◆ Stored data
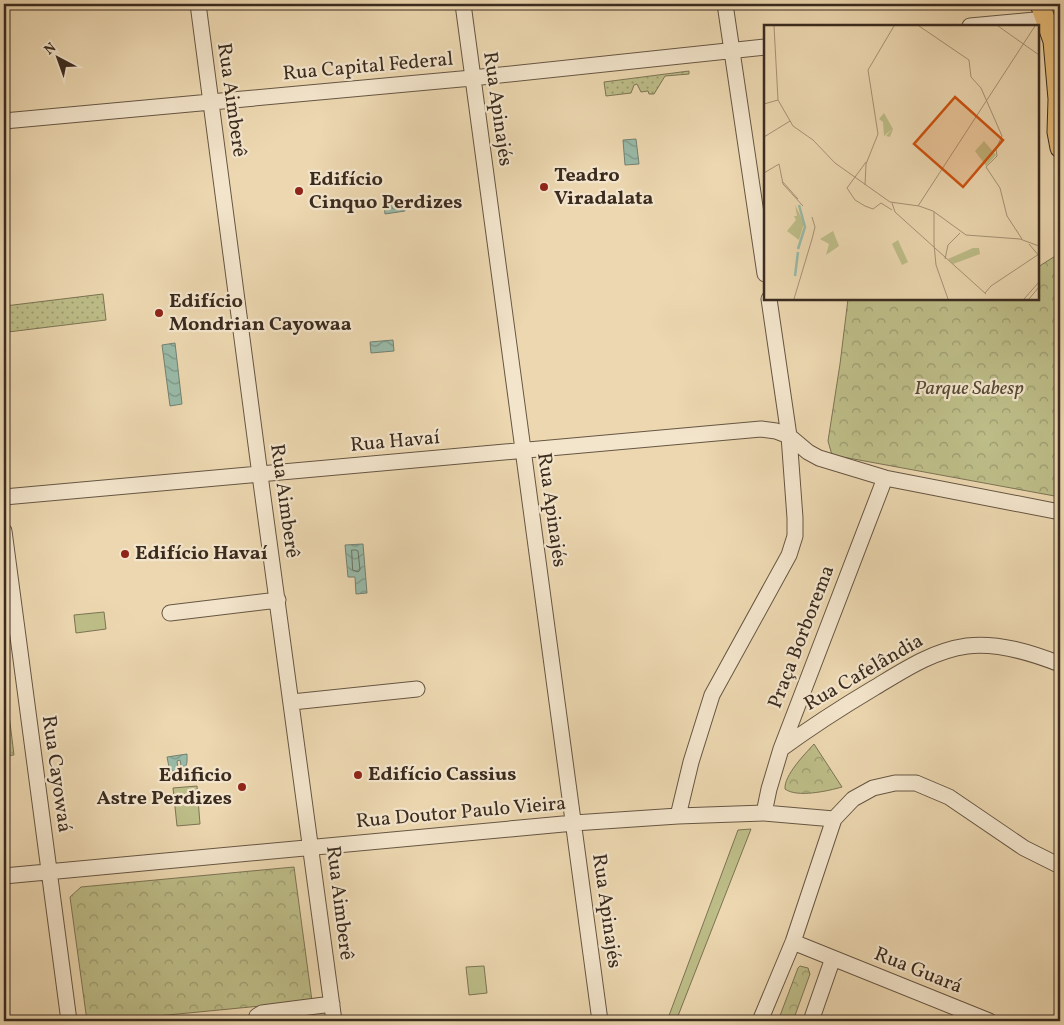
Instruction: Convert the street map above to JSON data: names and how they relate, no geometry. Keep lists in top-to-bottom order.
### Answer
{
  "streets": {
    "street": [
      "Rua Capital Federal",
      "Rua Aimberê",
      "Rua Apinajés",
      "Rua Havaí",
      "Praça Borborema",
      "Rua Cafelândia",
      "Rua Cayowaá",
      "Rua Doutor Paulo Vieira",
      "Rua Guará"
    ]
  },
  "crossings": [
    ["Rua Capital Federal", "Rua Aimberê"],
    ["Rua Capital Federal", "Rua Apinajés"],
    ["Rua Aimberê", "Rua Havaí"],
    ["Rua Aimberê", "Rua Doutor Paulo Vieira"],
    ["Rua Apinajés", "Rua Havaí"],
    ["Rua Apinajés", "Rua Doutor Paulo Vieira"],
    ["Praça Borborema", "Rua Cafelândia"],
    ["Praça Borborema", "Rua Doutor Paulo Vieira"],
    ["Rua Cayowaá", "Rua Doutor Paulo Vieira"]
  ],
  "parks": ["Parque Sabesp"],
  "places": [
    "Teadro Viradalata",
    "Edifício Cinquo Perdizes",
    "Edifício Mondrian Cayowaa",
    "Edifício Havaí",
    "Edifício Cassius",
    "Edificio Astre Perdizes"
  ],
  "north": "top left"
}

◆ Task description
Which lines above include the word "Borborema"? Return each one.

◆ Reply
      "Praça Borborema",
    ["Praça Borborema", "Rua Cafelândia"],
    ["Praça Borborema", "Rua Doutor Paulo Vieira"],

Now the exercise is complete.